Figure 7.

Phosphorylation of eukaryotic elongation factor-1A1 (eEF1A1) by Rho-associated kinase (ROCK)2. (A) Expression of P-EF1A1, t-eEF1A1 and GAPDH in mouse brain endothelial cells (MBEC) from wild-type (WT), ROCK1^+/−, ROCK2^+/− and EC-ROCK2^−/− (n=3). (B) Increased affinity of phosphorylated eEF1A1 to endothelial nitric oxide synthase (eNOS) mRNA 3’-UTR. GST-eEF1A1 phosphorylated by ROCK2 increased its affinity to eNOS mRNA 3’-UTR (n=5). (C) Phosphorylation of eEF1A1 by ROCK1 and ROCK2 in vitro. Purified ROCK2 protein robustly phosphorylated GST-eEF1A1, whereas purified ROCK1 did so very weakly. The upper band represents phosphorylated GST-eEF1A1 (78 kDa), and the lower band auto-phosphorylated ROCK (ROCK1: 61.4kDa; ROCK2: 63.3kDa).
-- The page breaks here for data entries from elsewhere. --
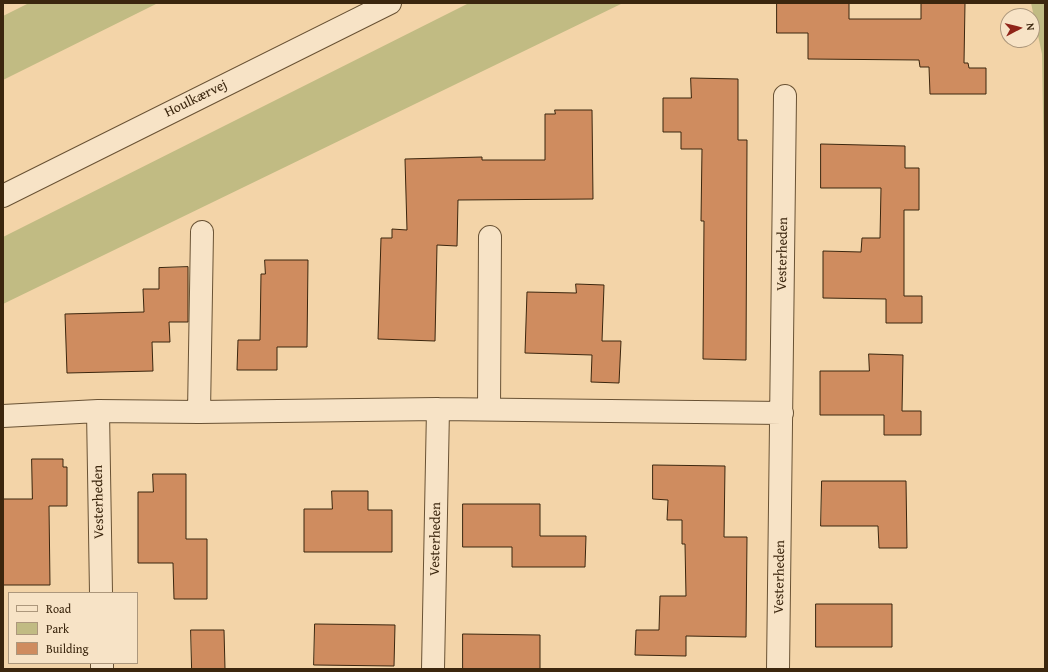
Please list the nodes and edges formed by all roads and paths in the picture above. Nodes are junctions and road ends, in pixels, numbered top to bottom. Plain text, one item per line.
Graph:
1 (390, 3) edge
2 (785, 96) dead end
3 (3, 196) edge
4 (202, 232) dead end
5 (490, 237) dead end
6 (438, 409) junction
7 (489, 409) junction
8 (98, 411) junction
9 (199, 412) junction
10 (782, 412) junction
11 (3, 416) edge
12 (101, 592) edge
13 (433, 669) edge
14 (778, 669) edge

1 - 3 street, Houlkærvej
2 - 10 street, Vesterheden
4 - 9 street
5 - 7 street
6 - 7 street
6 - 9 street
6 - 13 street, Vesterheden
7 - 10 street
8 - 9 street
8 - 11 street
8 - 12 street, Vesterheden
10 - 14 street, Vesterheden

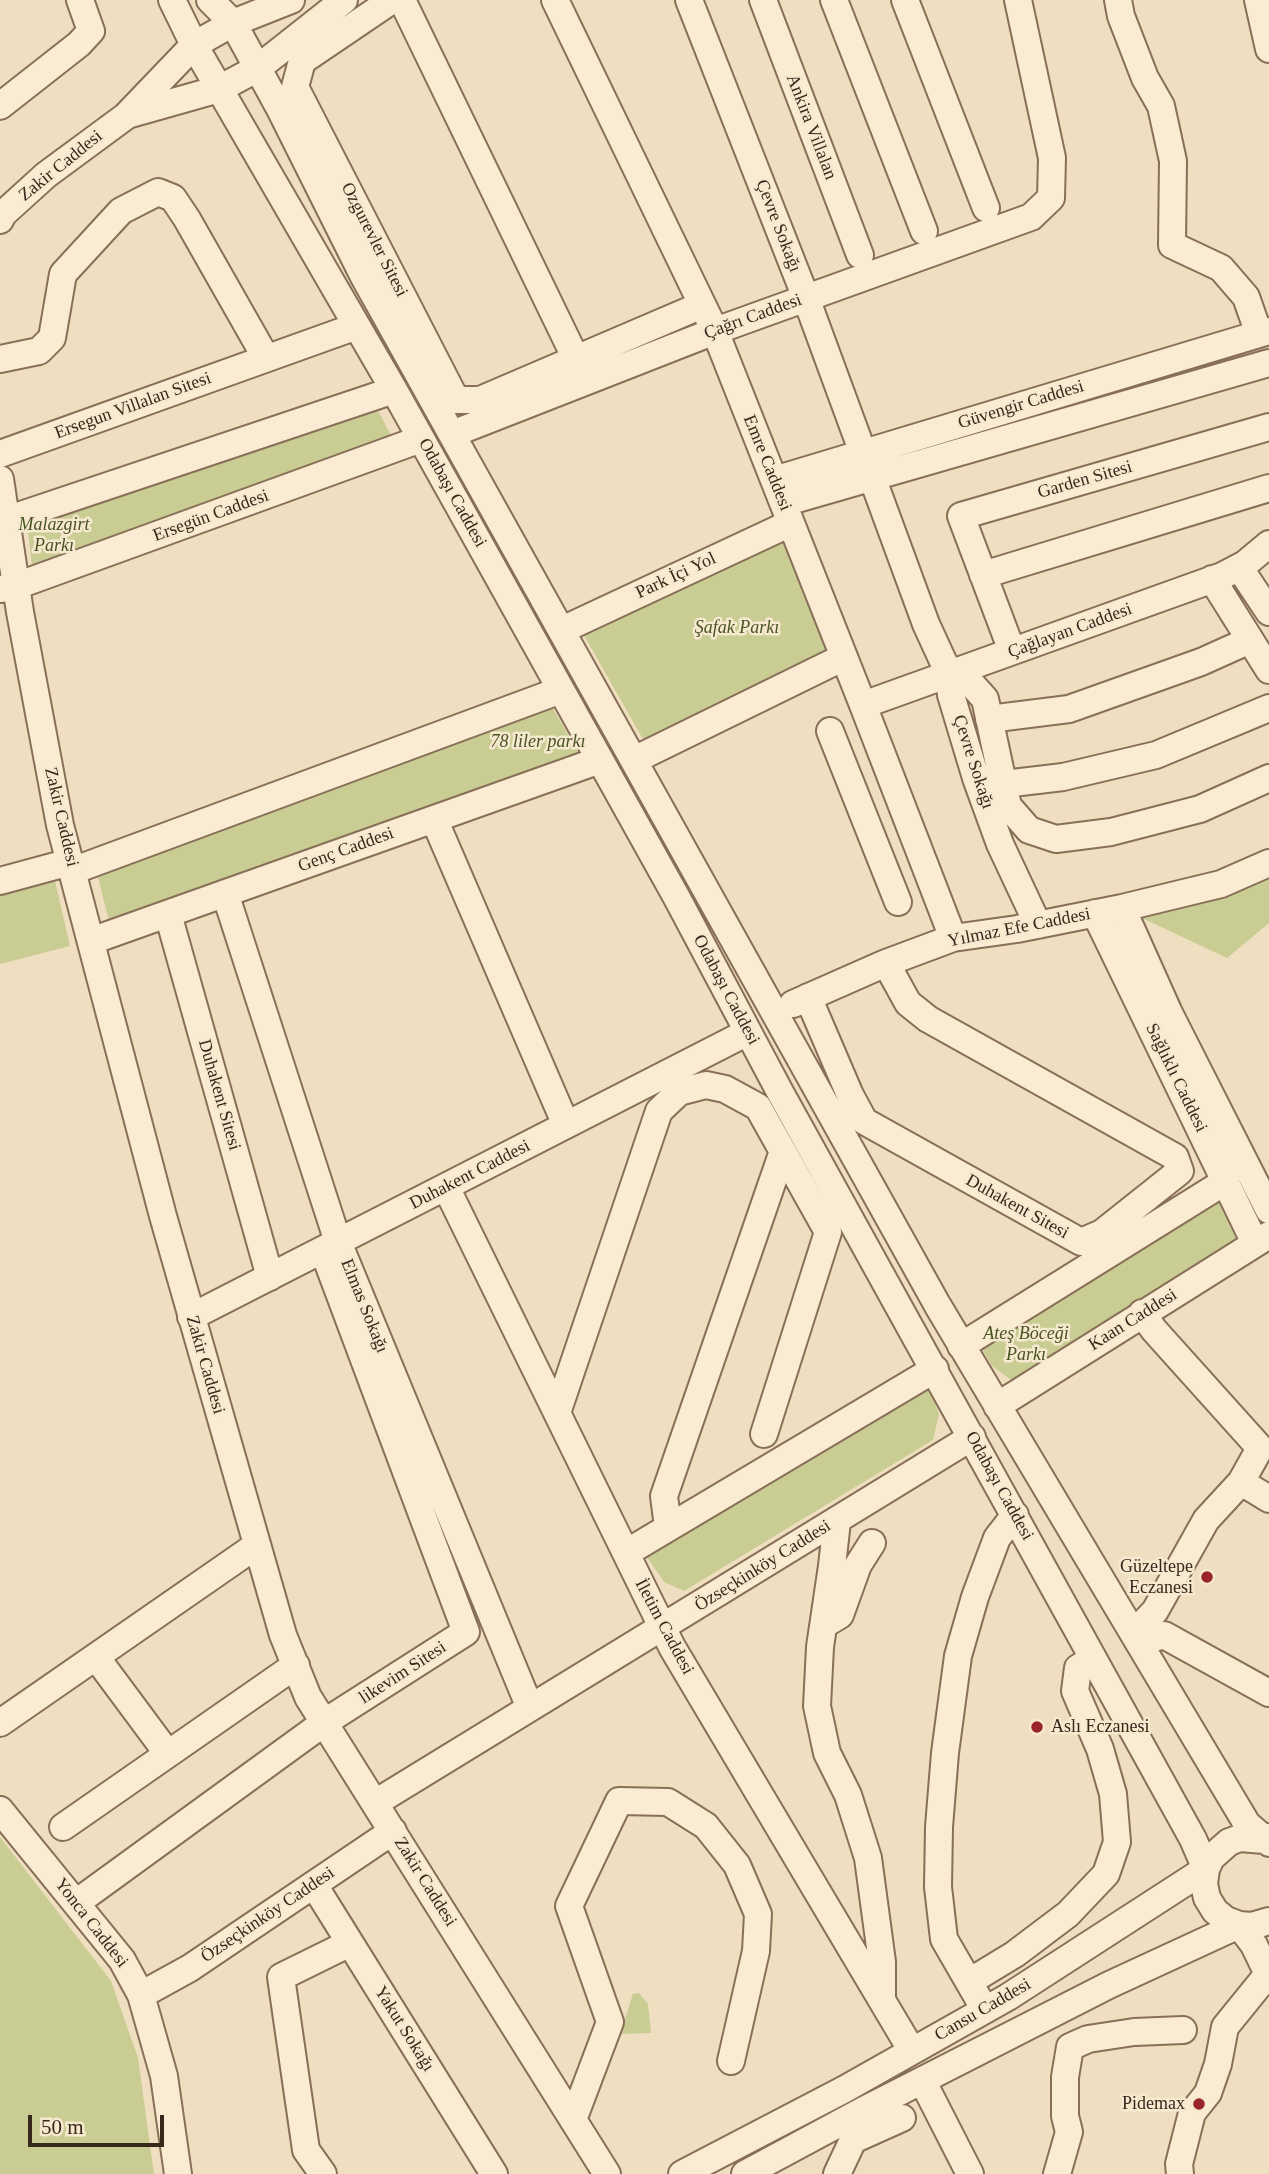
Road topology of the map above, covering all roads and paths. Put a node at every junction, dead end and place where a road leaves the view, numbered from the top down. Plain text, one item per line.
1 (80, 0) edge
2 (172, 0) edge
3 (210, 0) edge
4 (291, 0) edge
5 (344, 0) edge
6 (392, 0) edge
7 (402, 0) edge
8 (555, 0) edge
9 (690, 0) edge
10 (762, 0) edge
11 (834, 0) edge
12 (905, 0) edge
13 (1018, 0) edge
14 (1118, 0) edge
15 (1258, 0) edge
16 (233, 23) junction
17 (194, 46) junction
18 (1269, 49) edge
19 (258, 68) junction
20 (219, 89) junction
21 (6, 90) edge
22 (280, 109) junction
23 (126, 116) junction
24 (242, 130) junction
25 (986, 208) dead end
26 (0, 220) edge
27 (924, 231) dead end
28 (860, 255) dead end
29 (806, 298) junction
30 (702, 304) junction
31 (357, 326) junction
32 (715, 331) junction
33 (1264, 333) edge
34 (266, 358) junction
35 (0, 359) edge
36 (576, 359) junction
37 (1269, 363) edge
38 (394, 390) junction
39 (1269, 427) edge
40 (452, 433) junction
41 (421, 439) junction
42 (863, 453) junction
43 (0, 454) edge
44 (872, 477) junction
45 (0, 481) edge
46 (1269, 488) edge
47 (783, 502) junction
48 (3, 521) edge
49 (1258, 560) edge
50 (983, 575) junction
51 (1212, 579) junction
52 (8, 588) edge
53 (1269, 612) edge
54 (562, 630) junction
55 (1250, 640) junction
56 (1012, 651) junction
57 (844, 657) junction
58 (1269, 670) edge
59 (954, 672) junction
60 (561, 690) junction
61 (863, 705) junction
62 (1269, 708) edge
63 (989, 719) junction
64 (830, 731) dead end
65 (600, 760) junction
66 (634, 761) junction
67 (1269, 778) edge
68 (1004, 784) junction
69 (905, 814) junction
70 (434, 819) junction
71 (868, 826) junction
72 (1269, 863) edge
73 (71, 867) junction
74 (0, 881) edge
75 (225, 893) junction
76 (898, 902) dead end
77 (1122, 908) junction
78 (1096, 913) junction
79 (168, 914) junction
80 (1038, 925) junction
81 (953, 938) junction
82 (91, 941) junction
83 (886, 963) junction
84 (808, 997) junction
85 (776, 1013) junction
86 (748, 1032) junction
87 (566, 1125) junction
88 (782, 1154) junction
89 (1226, 1181) junction
90 (446, 1187) junction
91 (1269, 1210) edge
92 (1264, 1240) edge
93 (330, 1246) junction
94 (270, 1277) junction
95 (1142, 1313) junction
96 (191, 1317) junction
97 (961, 1346) junction
98 (934, 1369) junction
99 (997, 1406) junction
100 (557, 1413) junction
101 (764, 1434) dead end
102 (972, 1437) junction
103 (1241, 1482) junction
104 (1269, 1499) edge
105 (1015, 1515) junction
106 (836, 1521) junction
107 (668, 1527) junction
108 (872, 1543) dead end
109 (257, 1545) junction
110 (626, 1553) junction
111 (823, 1625) junction
112 (663, 1628) junction
113 (1137, 1637) junction
114 (96, 1657) junction
115 (1093, 1659) junction
116 (296, 1665) junction
117 (1269, 1693) edge
118 (530, 1708) junction
119 (0, 1723) edge
120 (325, 1723) junction
121 (168, 1755) junction
122 (375, 1803) junction
123 (0, 1810) edge
124 (64, 1827) dead end
125 (393, 1831) junction
126 (1267, 1840) edge
127 (1206, 1869) junction
128 (314, 1885) junction
129 (76, 1903) junction
130 (1269, 1921) edge
131 (1239, 1925) junction
132 (350, 1943) junction
133 (1268, 1975) edge
134 (969, 1982) junction
135 (141, 1995) junction
136 (882, 2000) junction
137 (985, 2010) junction
138 (1183, 2030) dead end
139 (912, 2051) junction
140 (731, 2061) dead end
141 (923, 2082) junction
142 (902, 2118) dead end
143 (573, 2120) junction
144 (307, 2162) edge
145 (491, 2173) edge
146 (178, 2174) edge
147 (323, 2174) edge
148 (607, 2174) edge
149 (682, 2174) edge
150 (745, 2174) edge
151 (837, 2174) edge
152 (970, 2174) edge
153 (1057, 2174) edge
154 (1180, 2174) edge

1 - 21 street
2 - 17 street, Odabaşı Caddesi
3 - 16 street, Odabaşı Caddesi
4 - 16 street
5 - 19 street
6 - 36 street, Ozgurevler Sitesi
7 - 36 street
8 - 30 street, Emre Caddesi
9 - 29 street, Çevre Sokağı
10 - 28 street, Ankira Villalan
11 - 27 street
12 - 25 street
13 - 29 street, Çağrı Caddesi
14 - 33 street
15 - 18 street
16 - 17 street
16 - 19 street, Odabaşı Caddesi
17 - 20 street, Odabaşı Caddesi
17 - 23 street
19 - 20 street
19 - 22 street, Odabaşı Caddesi
20 - 23 street
20 - 24 street, Odabaşı Caddesi
22 - 24 street
22 - 40 street, Odabaşı Caddesi
23 - 26 street, Zakir Caddesi
24 - 31 street, Odabaşı Caddesi
29 - 32 street, Çağrı Caddesi
29 - 42 street, Çevre Sokağı
30 - 32 street, Emre Caddesi
30 - 36 street, Ozgurevler Sitesi
31 - 34 street, Ersegun Villalan Sitesi
31 - 38 street, Odabaşı Caddesi
32 - 40 street, Çağrı Caddesi
32 - 47 street, Emre Caddesi
33 - 42 street, Güvengir Caddesi
34 - 35 street
34 - 43 street, Ersegun Villalan Sitesi
37 - 44 street, Güvengir Caddesi
38 - 41 street, Odabaşı Caddesi
38 - 48 street
39 - 50 street, Garden Sitesi
40 - 54 street, Odabaşı Caddesi
41 - 52 street, Ersegün Caddesi
41 - 60 street, Odabaşı Caddesi
42 - 47 street, Güvengir Caddesi
44 - 47 street, Güvengir Caddesi
44 - 59 street, Çevre Sokağı
45 - 48 street, Zakir Caddesi
46 - 50 street
47 - 54 street, Park İçi Yol
47 - 57 street, Emre Caddesi
48 - 52 street, Zakir Caddesi
49 - 51 street, Çağlayan Caddesi
49 - 53 street
50 - 56 street, Garden Sitesi
51 - 55 street
51 - 56 street, Çağlayan Caddesi
52 - 73 street, Zakir Caddesi
54 - 66 street, Odabaşı Caddesi
55 - 58 street
55 - 63 street
56 - 59 street, Çağlayan Caddesi
57 - 61 street, Emre Caddesi
57 - 66 street
59 - 61 street, Çağlayan Caddesi
59 - 63 street
59 - 80 street, Çevre Sokağı
60 - 65 street, Odabaşı Caddesi
60 - 73 street
61 - 69 street, Emre Caddesi
62 - 68 street
63 - 68 street
64 - 71 street
65 - 70 street, Genç Caddesi
65 - 86 street, Odabaşı Caddesi
66 - 85 street, Odabaşı Caddesi
67 - 68 street
69 - 71 street
69 - 81 street, Emre Caddesi
70 - 75 street, Genç Caddesi
70 - 87 street
71 - 76 street
72 - 77 street, Yılmaz Efe Caddesi
73 - 74 street
73 - 82 street, Zakir Caddesi
75 - 79 street, Genç Caddesi
75 - 93 street, Elmas Sokağı
77 - 78 street, Yılmaz Efe Caddesi
77 - 91 street, Sağlıklı Caddesi
78 - 80 street, Yılmaz Efe Caddesi
78 - 89 street, Sağlıklı Caddesi
79 - 82 street, Genç Caddesi
79 - 94 street, Duhakent Sitesi
80 - 81 street, Yılmaz Efe Caddesi
81 - 83 street, Yılmaz Efe Caddesi
82 - 96 street, Zakir Caddesi
83 - 84 street, Yılmaz Efe Caddesi
83 - 84 street, Duhakent Sitesi
84 - 85 street, Yılmaz Efe Caddesi
85 - 97 street, Odabaşı Caddesi
86 - 87 street, Duhakent Caddesi
86 - 98 street, Odabaşı Caddesi
87 - 90 street, Duhakent Caddesi
88 - 100 street
88 - 101 street
88 - 107 street
89 - 92 street, Sağlıklı Caddesi
89 - 97 street
90 - 93 street, Duhakent Caddesi
90 - 100 street, İletim Caddesi
92 - 95 street, Kaan Caddesi
93 - 94 street, Duhakent Caddesi
93 - 118 street, Elmas Sokağı
93 - 120 street, likevim Sitesi
94 - 96 street, Duhakent Caddesi
95 - 99 street, Kaan Caddesi
95 - 103 street
96 - 109 street, Zakir Caddesi
97 - 99 street, Odabaşı Caddesi
98 - 102 street, Odabaşı Caddesi
98 - 107 street
99 - 113 street, Odabaşı Caddesi
100 - 110 street, İletim Caddesi
102 - 105 street, Odabaşı Caddesi
102 - 106 street, Özseçkinköy Caddesi
103 - 104 street
103 - 113 street
105 - 115 street, Odabaşı Caddesi
105 - 134 street
106 - 111 street
106 - 112 street, Özseçkinköy Caddesi
107 - 110 street
108 - 111 street
109 - 114 street
109 - 116 street, Zakir Caddesi
110 - 112 street, İletim Caddesi
111 - 136 street
112 - 118 street, Özseçkinköy Caddesi
112 - 136 street, İletim Caddesi
113 - 117 street
113 - 126 street, Odabaşı Caddesi
114 - 119 street
114 - 121 street
115 - 127 street, Odabaşı Caddesi
115 - 134 street
116 - 120 street, Zakir Caddesi
116 - 121 street
118 - 122 street, Özseçkinköy Caddesi
120 - 122 street, Zakir Caddesi
120 - 129 street, likevim Sitesi
121 - 124 street
122 - 125 street, Zakir Caddesi
123 - 129 street, Yonca Caddesi
125 - 128 street, Özseçkinköy Caddesi
125 - 143 street, Zakir Caddesi
126 - 127 street, Cansu Caddesi
127 - 131 street, Odabaşı Caddesi
127 - 137 street, Cansu Caddesi
128 - 132 street, Yakut Sokağı
128 - 135 street, Özseçkinköy Caddesi
129 - 135 street, Yonca Caddesi
130 - 131 street, Cansu Caddesi
131 - 133 street, Odabaşı Caddesi
131 - 141 street, Cansu Caddesi
132 - 144 street
132 - 145 street, Yakut Sokağı
133 - 154 street
134 - 137 street
135 - 146 street, Yonca Caddesi
136 - 139 street, İletim Caddesi
137 - 139 street, Cansu Caddesi
138 - 153 street
139 - 149 street, Cansu Caddesi
140 - 143 street
141 - 150 street, Cansu Caddesi
141 - 152 street
142 - 151 street
143 - 148 street, Zakir Caddesi
144 - 147 street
GST, GST only; eEF1A1, GST-tagged eEF1A1; Fas, fasudil (100μmol/L), (n=5). (D) Phosphorylation of eEF1 A1 at Thr⁴³² by ROCK2. Mutagenesis of Thr⁴³²Ala (ΔT432A) abolished the phosphorylation of eEF1A1 by ROCK2. The upper band represents phosphorylated GST-eEF1A1 Thr⁴³² and the lower bands the auto-phosphorylated ROCK proteins (caROCK1: 61.4kDa; caROCK2: 63.3kDa). ****P<0.0001. All data are expressed as mean±SEM.